Monday, March 28, 2016

Magical Monday

Into the Dim by Janet B. Taylor (HMH Books for Young Readers hardcover, 1 March 2016).

Sixteen-year-old Hope Walton is very bright, and has an eidetic memory, but that doesn't help to figure out what happened to her mother, who was apparently killed in an earthquake overseas.  Hope doesn't believe it, but she can't make anyone take her seriously.

When her aunt invites her to spend the summer with her in Scotland, Hope is at first reluctant.  Because of her severe claustrophobia, she hates to fly.  But with the help of a sedative prescribed by her doctor, she manages it.  

She doesn't remember Christopher Manor, the estate in the Highlands where her mother had grown up, though apparently she had been there as a very young child, but she is impressed by the huge stone house and the extensive grounds.

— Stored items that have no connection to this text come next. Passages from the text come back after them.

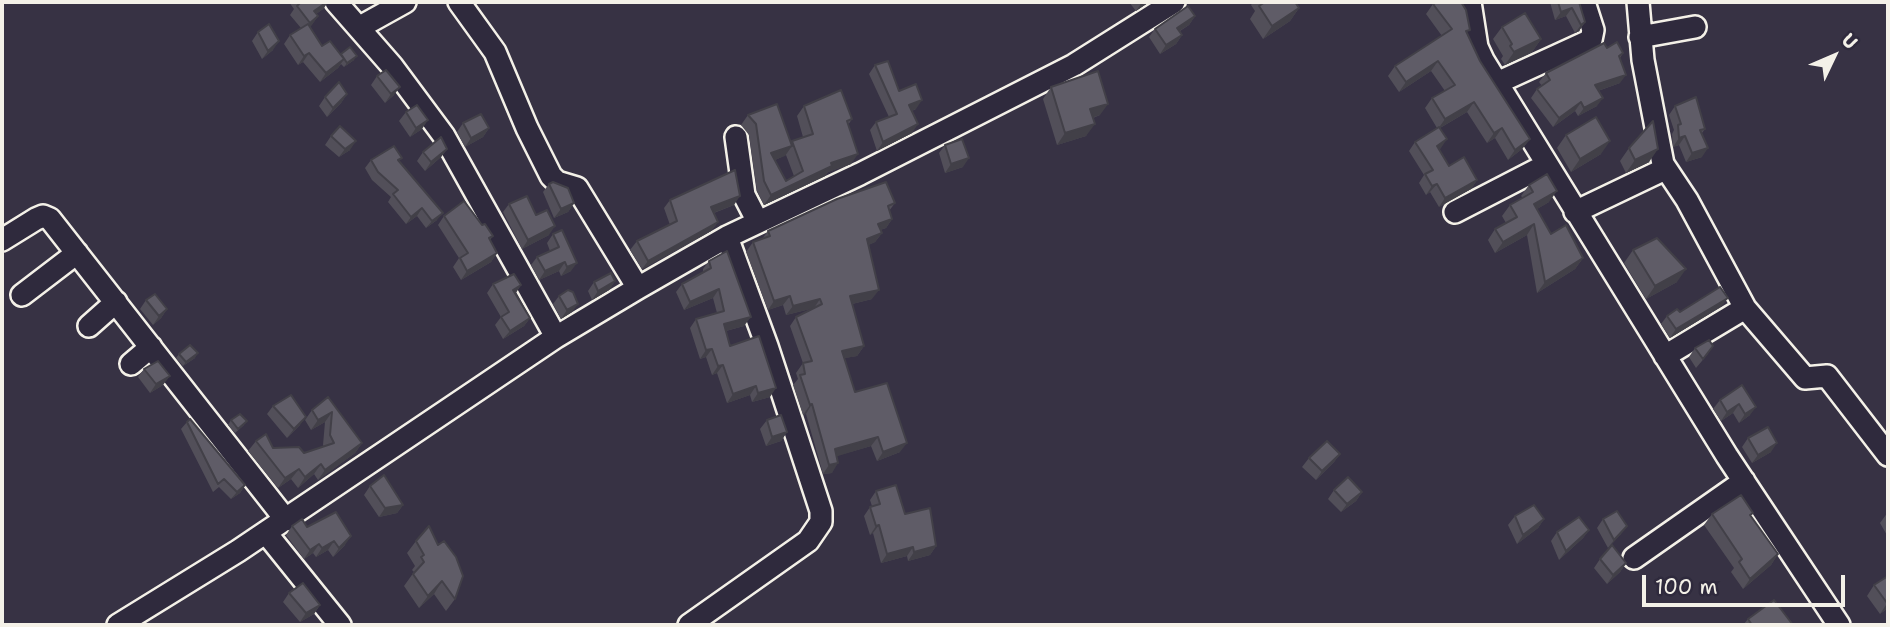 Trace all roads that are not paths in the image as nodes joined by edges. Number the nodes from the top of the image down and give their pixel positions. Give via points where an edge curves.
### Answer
1 (336, 2) edge
2 (405, 2) edge
3 (459, 2) edge
4 (1174, 2) edge
5 (1470, 2) edge
6 (1584, 2) edge
7 (1638, 2) edge
8 (360, 27) junction
9 (1695, 27) dead end
10 (1640, 37) junction
11 (1497, 83) junction
12 (736, 137) dead end
13 (1546, 165) junction
14 (1665, 169) junction
15 (1455, 212) dead end
16 (1575, 212) junction
17 (758, 222) junction
18 (727, 237) junction
19 (2, 240) edge
20 (77, 253) junction
21 (638, 288) junction
22 (22, 295) dead end
23 (116, 302) junction
24 (1745, 308) junction
25 (89, 326) dead end
26 (555, 337) junction
27 (151, 347) junction
28 (1665, 356) junction
29 (131, 364) dead end
30 (1888, 455) edge
31 (1744, 481) junction
32 (286, 520) junction
33 (266, 533) junction
34 (1634, 558) dead end
35 (118, 625) edge
36 (340, 625) edge
37 (690, 625) edge
38 (1839, 625) edge

1 - 8 street
2 - 8 street
3 - 21 street via 495,51 551,176 577,188
4 - 17 street via 1074,65
5 - 11 street via 1477,47
6 - 11 street via 1593,30 1591,40
7 - 10 street
8 - 26 street via 444,136
9 - 10 street
10 - 14 street
11 - 13 street
12 - 17 street via 744,195
13 - 15 street
13 - 16 street
14 - 16 street
14 - 24 street via 1687,200
16 - 28 street
17 - 18 street
18 - 21 street
18 - 37 street via 771,359 821,522 808,541
19 - 20 street via 43,216
20 - 22 street
20 - 23 street
21 - 26 street
23 - 25 street
23 - 27 street
24 - 28 street
24 - 30 street via 1805,378 1827,376
26 - 32 street
27 - 29 street
27 - 32 street
28 - 31 street
31 - 34 street
31 - 38 street
32 - 33 street
33 - 35 street
33 - 36 street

Unable to sleep one night, soon after her arrival, she heads to the library to find something to read, but is distracted by the sound of heavy metal music.  She follows the sound to a curtained wall, behind which she finds a hidden doorway into a secret room.

What goes on behind that door has already been given away in the summary on the bookflap, as well as in many reviews, so although it feels wrong, I can tell you that Hope's aunt and mother are part of a secret society of time travellers.  Hope's mother is not dead, but has travelled back in time to the 12th Century, and been stranded there.  

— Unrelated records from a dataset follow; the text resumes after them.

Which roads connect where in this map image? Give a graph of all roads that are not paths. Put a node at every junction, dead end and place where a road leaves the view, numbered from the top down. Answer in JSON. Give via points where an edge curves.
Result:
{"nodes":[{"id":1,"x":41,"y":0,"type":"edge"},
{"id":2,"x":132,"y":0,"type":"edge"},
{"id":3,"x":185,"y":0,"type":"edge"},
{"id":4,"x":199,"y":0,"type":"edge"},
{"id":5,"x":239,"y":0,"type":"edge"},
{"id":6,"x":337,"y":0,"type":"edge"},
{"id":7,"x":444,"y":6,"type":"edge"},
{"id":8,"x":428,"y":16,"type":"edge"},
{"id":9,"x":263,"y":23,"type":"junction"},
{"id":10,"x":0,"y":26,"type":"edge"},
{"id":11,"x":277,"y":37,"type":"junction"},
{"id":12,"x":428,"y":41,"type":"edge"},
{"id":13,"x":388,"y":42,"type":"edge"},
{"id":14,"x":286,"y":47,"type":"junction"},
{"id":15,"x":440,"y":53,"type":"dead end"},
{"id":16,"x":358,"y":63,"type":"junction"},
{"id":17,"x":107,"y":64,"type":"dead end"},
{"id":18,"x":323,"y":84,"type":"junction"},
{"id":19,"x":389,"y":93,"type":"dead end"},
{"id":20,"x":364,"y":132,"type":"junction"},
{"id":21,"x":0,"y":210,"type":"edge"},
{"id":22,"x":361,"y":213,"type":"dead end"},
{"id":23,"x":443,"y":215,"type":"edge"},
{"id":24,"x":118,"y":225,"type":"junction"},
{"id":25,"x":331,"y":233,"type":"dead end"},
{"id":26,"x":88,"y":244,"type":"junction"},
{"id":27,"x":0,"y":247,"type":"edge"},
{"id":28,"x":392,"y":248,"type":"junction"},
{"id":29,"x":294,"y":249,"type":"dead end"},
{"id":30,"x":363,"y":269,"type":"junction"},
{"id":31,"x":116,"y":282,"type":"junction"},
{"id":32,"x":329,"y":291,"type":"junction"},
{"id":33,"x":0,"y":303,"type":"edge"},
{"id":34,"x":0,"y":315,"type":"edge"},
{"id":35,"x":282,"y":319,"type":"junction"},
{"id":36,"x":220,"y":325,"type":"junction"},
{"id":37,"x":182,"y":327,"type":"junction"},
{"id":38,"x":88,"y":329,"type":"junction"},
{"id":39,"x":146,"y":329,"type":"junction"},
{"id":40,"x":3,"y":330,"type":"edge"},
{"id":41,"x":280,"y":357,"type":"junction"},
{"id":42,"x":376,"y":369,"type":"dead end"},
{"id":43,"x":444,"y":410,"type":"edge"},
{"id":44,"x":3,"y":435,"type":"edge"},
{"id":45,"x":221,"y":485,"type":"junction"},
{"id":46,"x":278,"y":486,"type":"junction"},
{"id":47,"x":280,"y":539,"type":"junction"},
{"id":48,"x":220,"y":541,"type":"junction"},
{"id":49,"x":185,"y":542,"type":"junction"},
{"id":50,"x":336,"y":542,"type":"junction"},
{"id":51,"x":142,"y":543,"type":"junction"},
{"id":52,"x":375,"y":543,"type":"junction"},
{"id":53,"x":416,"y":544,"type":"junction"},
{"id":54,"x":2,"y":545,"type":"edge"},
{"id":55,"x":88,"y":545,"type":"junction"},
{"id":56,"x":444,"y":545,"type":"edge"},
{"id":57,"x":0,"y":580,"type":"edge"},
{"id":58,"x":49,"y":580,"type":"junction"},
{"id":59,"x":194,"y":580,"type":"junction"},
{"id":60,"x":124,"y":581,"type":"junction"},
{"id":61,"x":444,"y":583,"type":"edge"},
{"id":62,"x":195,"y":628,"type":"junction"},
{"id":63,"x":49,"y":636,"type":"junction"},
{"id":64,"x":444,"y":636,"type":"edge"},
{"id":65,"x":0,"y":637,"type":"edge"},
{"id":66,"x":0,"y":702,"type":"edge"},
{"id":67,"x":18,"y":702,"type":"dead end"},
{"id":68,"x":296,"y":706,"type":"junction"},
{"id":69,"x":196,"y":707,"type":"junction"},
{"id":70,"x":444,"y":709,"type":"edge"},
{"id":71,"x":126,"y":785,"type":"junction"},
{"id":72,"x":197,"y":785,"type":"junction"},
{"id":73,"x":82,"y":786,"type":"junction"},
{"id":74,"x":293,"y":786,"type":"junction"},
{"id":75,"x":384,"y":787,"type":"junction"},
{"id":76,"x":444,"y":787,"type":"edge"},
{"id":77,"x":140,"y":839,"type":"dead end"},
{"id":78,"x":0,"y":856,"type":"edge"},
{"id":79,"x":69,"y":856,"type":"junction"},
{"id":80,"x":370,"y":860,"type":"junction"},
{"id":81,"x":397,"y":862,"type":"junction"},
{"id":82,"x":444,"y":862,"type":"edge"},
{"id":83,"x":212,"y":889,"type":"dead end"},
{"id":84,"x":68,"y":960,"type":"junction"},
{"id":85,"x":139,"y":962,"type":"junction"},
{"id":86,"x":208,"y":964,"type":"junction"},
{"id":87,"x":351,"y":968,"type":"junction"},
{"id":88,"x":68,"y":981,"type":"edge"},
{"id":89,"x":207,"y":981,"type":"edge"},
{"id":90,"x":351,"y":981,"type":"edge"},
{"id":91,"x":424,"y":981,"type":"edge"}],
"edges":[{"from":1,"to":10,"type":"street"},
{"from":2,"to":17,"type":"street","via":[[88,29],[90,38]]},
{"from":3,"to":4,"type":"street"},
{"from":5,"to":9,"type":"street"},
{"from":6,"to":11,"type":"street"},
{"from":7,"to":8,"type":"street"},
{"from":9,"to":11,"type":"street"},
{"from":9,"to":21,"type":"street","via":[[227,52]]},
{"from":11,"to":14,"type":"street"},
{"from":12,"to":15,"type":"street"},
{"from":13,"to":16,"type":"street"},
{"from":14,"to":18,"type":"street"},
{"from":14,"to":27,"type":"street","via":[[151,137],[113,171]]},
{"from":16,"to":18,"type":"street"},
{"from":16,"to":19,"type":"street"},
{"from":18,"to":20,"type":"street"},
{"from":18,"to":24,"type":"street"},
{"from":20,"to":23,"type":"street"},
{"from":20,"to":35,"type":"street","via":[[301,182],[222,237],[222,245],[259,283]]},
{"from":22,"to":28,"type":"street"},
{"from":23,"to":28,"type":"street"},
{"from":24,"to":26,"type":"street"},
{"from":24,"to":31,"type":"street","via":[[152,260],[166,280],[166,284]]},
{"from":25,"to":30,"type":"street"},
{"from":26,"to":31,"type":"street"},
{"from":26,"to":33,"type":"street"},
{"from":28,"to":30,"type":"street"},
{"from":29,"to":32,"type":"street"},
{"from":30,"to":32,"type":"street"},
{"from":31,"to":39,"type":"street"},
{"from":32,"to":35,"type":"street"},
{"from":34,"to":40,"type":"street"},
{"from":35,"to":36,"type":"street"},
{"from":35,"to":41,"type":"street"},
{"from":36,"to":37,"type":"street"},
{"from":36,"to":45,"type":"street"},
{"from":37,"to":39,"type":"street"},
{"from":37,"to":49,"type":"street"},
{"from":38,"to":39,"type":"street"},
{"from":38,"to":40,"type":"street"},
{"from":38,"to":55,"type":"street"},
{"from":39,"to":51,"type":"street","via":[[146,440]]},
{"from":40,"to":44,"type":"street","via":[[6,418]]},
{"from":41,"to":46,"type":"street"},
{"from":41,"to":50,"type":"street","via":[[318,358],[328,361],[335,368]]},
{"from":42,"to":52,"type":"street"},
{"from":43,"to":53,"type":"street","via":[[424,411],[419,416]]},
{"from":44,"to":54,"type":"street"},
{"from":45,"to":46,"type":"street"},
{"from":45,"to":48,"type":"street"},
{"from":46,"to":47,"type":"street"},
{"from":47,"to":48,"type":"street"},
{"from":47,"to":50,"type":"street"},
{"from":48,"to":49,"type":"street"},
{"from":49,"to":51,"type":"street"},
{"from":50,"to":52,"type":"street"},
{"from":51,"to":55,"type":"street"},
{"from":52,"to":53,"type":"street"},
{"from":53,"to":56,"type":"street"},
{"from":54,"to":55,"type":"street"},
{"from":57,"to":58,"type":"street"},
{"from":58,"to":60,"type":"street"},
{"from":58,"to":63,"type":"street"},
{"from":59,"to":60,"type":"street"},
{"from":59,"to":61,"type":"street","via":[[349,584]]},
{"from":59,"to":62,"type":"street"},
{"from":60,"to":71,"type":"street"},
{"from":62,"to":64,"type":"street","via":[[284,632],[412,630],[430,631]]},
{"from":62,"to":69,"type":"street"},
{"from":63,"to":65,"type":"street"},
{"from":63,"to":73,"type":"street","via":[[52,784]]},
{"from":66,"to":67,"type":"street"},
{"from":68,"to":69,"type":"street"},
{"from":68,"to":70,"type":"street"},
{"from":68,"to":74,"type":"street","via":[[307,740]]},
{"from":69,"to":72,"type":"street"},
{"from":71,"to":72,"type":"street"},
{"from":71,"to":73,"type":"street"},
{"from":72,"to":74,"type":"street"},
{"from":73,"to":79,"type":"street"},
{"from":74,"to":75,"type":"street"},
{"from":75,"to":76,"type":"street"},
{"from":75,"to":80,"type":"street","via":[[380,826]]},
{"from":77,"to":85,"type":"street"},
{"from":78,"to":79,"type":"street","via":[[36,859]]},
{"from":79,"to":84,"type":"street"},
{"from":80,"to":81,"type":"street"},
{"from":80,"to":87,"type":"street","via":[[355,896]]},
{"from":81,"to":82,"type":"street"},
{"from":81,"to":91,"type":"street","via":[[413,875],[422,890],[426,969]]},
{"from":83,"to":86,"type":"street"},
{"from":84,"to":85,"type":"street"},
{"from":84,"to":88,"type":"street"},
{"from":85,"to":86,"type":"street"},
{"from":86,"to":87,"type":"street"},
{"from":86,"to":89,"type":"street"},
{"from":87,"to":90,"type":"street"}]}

Reviewers have called Into the Dim an Outlander  for young adults, and that works.  There is certainly some romance involved, though because it's aimed at teens, there's no overt sexual content.  

Those who enjoyed Kerstin Gier's Ruby Red Trilogy, also a series about a secretive group of time travellers, will devour this book.

FTC Full Disclosure:  I borrowed this book from my local library.